Hersey continued, “As we prepare for future combat operations in tropical environments, we can’t do so without having an understanding of the unseen hazards that exist in our environment. In tropical environments the risk from infection of vector-borne diseases is particularly high due to the large numbers of mosquitoes and ticks. Our relationship with the entomologists at the Pacific Public Health Command at Camp Zama has been critical as we prepare the warfighter for the next fight,” he concluded.
Both Thomas and Crispell agree that this study may not be the first of its kind, their approach is designed to be the standard and can be done with just an advance team.

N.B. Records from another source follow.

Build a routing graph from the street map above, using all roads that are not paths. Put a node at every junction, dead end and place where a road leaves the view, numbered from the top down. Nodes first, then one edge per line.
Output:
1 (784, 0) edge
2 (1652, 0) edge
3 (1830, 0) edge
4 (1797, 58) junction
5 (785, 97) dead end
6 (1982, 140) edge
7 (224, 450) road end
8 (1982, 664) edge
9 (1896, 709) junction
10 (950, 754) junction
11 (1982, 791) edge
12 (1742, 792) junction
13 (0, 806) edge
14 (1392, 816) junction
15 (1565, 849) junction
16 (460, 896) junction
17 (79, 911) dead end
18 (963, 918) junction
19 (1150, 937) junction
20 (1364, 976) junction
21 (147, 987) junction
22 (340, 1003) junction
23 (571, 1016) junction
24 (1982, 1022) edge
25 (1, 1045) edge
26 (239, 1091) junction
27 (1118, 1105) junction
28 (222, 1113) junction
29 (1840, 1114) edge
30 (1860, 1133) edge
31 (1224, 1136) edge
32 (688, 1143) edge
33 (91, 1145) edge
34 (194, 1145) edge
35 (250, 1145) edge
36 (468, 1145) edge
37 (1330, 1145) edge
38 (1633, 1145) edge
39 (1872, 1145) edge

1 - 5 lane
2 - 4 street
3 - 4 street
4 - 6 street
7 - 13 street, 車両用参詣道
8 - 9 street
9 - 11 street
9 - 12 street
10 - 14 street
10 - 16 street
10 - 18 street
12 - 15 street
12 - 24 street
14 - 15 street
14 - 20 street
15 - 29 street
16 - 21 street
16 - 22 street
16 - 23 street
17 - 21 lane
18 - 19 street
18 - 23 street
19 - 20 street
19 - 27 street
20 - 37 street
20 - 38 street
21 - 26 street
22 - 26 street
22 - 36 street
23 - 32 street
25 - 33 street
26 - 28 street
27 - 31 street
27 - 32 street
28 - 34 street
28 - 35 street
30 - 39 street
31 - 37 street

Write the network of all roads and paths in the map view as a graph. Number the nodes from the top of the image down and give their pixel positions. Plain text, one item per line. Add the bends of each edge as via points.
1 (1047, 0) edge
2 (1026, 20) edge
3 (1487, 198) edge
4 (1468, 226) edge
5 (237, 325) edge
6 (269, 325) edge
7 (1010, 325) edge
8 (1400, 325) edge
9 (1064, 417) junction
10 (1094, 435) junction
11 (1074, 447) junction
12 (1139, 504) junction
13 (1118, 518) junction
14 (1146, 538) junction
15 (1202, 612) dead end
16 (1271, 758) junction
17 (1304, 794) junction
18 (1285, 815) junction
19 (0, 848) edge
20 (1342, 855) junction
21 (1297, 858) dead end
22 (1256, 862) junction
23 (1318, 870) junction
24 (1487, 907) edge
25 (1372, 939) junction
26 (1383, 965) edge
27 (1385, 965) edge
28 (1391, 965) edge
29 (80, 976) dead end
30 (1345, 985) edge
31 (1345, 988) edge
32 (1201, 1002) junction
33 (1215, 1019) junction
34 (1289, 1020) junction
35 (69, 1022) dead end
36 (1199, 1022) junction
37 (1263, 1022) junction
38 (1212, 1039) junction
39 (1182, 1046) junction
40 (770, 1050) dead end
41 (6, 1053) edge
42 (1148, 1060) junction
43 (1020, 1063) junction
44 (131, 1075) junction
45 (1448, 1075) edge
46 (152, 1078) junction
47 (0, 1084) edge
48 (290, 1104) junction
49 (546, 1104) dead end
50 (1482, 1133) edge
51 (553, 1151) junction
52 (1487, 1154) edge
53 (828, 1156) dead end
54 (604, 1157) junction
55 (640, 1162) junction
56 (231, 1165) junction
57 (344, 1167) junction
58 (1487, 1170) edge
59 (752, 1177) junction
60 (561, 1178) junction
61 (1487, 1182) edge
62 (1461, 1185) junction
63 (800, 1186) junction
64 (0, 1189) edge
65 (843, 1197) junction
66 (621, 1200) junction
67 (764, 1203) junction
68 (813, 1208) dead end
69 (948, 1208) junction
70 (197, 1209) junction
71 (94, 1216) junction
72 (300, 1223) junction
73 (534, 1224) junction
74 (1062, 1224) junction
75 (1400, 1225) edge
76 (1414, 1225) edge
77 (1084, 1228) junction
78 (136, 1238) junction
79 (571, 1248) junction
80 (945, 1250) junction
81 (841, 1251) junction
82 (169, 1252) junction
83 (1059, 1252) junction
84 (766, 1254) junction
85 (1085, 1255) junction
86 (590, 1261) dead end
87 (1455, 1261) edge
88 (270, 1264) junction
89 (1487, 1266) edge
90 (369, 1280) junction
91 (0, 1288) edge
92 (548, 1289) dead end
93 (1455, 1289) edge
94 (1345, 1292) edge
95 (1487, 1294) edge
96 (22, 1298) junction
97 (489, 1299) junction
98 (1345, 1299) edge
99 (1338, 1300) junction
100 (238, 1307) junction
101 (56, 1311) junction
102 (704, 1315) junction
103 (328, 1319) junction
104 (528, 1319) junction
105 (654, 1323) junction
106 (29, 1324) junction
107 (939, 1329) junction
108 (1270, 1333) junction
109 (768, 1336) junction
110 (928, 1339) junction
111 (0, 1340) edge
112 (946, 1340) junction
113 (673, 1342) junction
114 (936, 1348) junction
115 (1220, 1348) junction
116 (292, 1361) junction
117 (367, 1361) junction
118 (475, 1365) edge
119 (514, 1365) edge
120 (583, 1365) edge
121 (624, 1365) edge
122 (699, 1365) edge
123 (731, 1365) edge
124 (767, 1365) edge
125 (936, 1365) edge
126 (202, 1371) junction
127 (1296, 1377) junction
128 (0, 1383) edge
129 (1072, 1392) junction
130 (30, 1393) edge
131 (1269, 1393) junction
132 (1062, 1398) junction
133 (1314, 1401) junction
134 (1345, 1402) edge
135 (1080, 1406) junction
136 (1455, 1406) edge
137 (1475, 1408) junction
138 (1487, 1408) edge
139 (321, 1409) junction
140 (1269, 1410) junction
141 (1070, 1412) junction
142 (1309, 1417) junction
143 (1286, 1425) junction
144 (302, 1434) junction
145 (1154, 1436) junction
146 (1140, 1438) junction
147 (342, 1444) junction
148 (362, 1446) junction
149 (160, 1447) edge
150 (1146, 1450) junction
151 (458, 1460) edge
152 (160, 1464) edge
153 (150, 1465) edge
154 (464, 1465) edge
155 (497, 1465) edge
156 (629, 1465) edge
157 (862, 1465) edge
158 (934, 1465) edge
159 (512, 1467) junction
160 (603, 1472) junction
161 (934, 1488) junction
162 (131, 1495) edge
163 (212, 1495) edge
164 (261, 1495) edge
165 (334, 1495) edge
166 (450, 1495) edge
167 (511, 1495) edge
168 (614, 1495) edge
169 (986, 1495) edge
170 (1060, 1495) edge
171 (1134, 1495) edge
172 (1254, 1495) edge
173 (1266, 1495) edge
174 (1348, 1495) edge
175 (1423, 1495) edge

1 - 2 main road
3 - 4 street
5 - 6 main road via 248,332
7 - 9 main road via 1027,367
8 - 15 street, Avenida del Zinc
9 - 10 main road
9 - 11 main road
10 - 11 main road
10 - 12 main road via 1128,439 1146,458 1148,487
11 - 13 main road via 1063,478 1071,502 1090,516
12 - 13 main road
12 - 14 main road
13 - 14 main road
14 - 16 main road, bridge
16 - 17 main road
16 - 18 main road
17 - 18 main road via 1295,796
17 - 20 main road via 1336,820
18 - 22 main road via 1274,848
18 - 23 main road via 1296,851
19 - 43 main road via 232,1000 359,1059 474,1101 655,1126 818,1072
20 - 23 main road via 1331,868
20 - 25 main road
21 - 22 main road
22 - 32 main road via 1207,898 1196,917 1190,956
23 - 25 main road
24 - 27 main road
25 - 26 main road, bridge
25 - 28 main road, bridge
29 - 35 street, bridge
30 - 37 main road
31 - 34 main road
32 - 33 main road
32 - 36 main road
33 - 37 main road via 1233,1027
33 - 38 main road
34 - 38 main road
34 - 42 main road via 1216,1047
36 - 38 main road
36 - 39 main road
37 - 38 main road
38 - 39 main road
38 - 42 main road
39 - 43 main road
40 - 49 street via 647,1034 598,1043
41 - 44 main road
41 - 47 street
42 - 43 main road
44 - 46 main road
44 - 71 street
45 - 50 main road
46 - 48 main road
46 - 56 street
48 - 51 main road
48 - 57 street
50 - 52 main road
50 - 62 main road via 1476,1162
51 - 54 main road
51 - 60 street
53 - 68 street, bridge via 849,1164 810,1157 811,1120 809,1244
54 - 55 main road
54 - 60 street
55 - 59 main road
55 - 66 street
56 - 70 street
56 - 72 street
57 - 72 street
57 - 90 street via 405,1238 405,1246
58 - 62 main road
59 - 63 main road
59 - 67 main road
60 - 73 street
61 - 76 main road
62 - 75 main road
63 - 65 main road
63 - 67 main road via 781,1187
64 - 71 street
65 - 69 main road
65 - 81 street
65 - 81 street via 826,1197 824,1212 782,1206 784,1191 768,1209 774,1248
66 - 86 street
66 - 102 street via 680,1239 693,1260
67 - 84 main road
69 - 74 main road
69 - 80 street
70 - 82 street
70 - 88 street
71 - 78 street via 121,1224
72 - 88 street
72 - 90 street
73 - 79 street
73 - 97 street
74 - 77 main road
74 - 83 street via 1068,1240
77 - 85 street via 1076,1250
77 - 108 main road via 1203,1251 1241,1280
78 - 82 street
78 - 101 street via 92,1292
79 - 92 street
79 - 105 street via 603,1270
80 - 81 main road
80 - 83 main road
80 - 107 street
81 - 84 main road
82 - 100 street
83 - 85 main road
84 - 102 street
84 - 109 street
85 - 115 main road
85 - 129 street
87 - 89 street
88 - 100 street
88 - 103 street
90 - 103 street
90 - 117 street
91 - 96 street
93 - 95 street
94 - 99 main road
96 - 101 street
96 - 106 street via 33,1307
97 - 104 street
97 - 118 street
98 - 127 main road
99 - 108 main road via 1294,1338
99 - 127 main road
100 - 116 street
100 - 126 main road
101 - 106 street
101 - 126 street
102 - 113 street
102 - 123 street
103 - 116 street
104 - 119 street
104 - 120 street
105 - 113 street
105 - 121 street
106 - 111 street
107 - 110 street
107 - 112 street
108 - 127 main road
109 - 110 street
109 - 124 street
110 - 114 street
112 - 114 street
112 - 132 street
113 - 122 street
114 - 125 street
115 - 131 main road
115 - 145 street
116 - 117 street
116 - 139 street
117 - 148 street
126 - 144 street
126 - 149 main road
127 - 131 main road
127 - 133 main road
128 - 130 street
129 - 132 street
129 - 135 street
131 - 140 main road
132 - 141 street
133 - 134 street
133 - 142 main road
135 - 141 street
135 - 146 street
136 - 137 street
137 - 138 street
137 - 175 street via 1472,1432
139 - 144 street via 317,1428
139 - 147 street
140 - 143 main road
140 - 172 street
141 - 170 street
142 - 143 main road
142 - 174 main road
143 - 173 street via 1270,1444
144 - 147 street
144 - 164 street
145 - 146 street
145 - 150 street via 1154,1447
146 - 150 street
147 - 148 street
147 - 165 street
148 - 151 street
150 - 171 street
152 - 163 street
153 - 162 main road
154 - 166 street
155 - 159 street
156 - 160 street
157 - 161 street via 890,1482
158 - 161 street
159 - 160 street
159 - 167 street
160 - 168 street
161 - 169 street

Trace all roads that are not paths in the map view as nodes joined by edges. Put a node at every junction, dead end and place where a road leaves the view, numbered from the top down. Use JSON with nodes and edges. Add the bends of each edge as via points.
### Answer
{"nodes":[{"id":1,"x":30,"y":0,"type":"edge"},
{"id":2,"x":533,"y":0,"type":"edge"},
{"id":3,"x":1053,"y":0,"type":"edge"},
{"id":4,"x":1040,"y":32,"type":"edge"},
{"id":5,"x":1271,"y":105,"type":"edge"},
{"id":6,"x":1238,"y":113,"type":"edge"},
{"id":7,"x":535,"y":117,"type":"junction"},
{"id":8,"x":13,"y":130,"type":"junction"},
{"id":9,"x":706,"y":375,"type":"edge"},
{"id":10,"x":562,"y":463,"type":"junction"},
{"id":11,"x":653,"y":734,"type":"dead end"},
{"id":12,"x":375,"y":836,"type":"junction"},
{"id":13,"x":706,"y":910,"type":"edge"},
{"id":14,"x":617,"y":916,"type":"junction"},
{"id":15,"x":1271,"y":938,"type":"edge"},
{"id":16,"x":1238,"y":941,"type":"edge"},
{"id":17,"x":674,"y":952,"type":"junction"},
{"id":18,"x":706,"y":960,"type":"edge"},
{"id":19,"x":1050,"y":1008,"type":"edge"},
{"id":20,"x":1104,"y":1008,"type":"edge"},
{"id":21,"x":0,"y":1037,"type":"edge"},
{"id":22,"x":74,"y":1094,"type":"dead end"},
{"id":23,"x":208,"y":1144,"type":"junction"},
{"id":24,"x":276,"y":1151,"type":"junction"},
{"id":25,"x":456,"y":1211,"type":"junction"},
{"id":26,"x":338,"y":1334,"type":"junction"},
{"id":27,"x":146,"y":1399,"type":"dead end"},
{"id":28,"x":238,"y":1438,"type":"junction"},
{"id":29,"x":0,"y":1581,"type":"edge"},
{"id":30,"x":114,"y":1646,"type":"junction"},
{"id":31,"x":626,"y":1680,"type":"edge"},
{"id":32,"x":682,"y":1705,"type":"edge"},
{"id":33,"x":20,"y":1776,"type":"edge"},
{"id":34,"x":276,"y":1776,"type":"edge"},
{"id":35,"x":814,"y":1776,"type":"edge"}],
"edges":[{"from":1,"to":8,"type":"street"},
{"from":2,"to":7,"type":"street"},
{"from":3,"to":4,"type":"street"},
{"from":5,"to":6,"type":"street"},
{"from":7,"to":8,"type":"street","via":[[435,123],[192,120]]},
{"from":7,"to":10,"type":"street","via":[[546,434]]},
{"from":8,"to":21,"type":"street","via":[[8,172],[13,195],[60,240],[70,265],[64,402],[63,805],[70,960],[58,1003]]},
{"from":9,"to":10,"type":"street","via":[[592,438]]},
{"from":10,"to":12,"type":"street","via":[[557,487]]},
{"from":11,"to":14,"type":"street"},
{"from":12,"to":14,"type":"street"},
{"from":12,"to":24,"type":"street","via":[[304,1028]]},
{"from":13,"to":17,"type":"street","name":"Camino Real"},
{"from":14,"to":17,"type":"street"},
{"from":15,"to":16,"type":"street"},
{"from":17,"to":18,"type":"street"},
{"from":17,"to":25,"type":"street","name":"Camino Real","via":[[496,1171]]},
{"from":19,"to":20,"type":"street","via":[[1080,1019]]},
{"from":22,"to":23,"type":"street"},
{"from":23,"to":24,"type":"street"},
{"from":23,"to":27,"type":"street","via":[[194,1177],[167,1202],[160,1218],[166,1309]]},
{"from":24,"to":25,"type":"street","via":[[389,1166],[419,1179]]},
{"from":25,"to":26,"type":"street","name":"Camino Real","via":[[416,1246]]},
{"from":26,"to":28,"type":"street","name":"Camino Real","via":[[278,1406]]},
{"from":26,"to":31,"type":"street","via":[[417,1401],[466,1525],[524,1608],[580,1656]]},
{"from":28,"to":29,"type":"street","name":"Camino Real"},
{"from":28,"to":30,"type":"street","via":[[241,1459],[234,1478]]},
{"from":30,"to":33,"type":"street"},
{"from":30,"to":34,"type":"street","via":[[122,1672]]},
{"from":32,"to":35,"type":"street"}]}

“It may have been attempted before,” said Crispell, “there are a couple of groups that are trying to do this, However, we’re not only trying to do this and succeed, but to standardize this so others can do it. We want this to become the future of in-field medicine of pathogen detection.”
According Capt. John J. Eads, chief of entomology at Camp Zama and team lead for the GEIS study, the Okinawa field study has been a success.
“This [mission] was successful for our intent of testing the protocols, testing equipment and learning. It was spot on,” he said.
“There are versions of field laboratories, but a lot are clinical,” said Eads, “and there has been rapid tests in the past where Soldiers could process the mosquitoes and then put them on a little test cartridge — sort of like an at-home pregnancy test but the accuracy rate wasn’t very good. This is the first time we’ve tested in the field.”
Since its inception, the GEIS program has focused on the rapid and accurate detection of infectious disease threats to DOD interests around the globe. The GEIS program operates through a global network of U.S. military service laboratories positioned in strategic locations worldwide. These DOD Service laboratories are engaged on the front lines of global infectious disease surveillance and have developed strong and long-standing relationships with U.S. interagency partners and international public health authorities. Laboratory confirmed pathogen identification, epidemiological data, and other related information are shared through these collaborations and provide critical details about emerging or expanding infectious disease threats around the world that may impact the health of the force.
While COVID-19 hampered the ability to travel to remote locations, according to Eads, it helped with some of the technology and the push for sequencing.
“The technology has been there, we’re just finally investing in it to get this field laboratory going” he said. “For example, the MinION has been around for a few years now, but I don’t think anyone has successfully used it for this method of environmental field sampling that we’re doing.
“The accuracy of genetic sequencing just can’t be matched by the other routes that we’ve had in the field previously. So by bringing this technology into the field, we’re getting that accurate information in near real time,” Eads explained.
As stated by Eads as well as the other team members, this mission was not just to prove this in-field laboratory concept is functional and logical, but to also demonstrate to those commanders of units its practicality for deployments.
“This was the first proof of concept to see what we need to refine and is the equipment capable of doing what we want it to do,” he explained. “In this protocol, we’re trying to streamline all of the procedures and once we get this wrapped up, then we can push out this information to the other Public Health Commands and units to see what we can do with it.
“Can we develop other teams based out of the Public Health Commands? Or do we create teams based out of the Preventative Medicine detachments? How far can we go with this?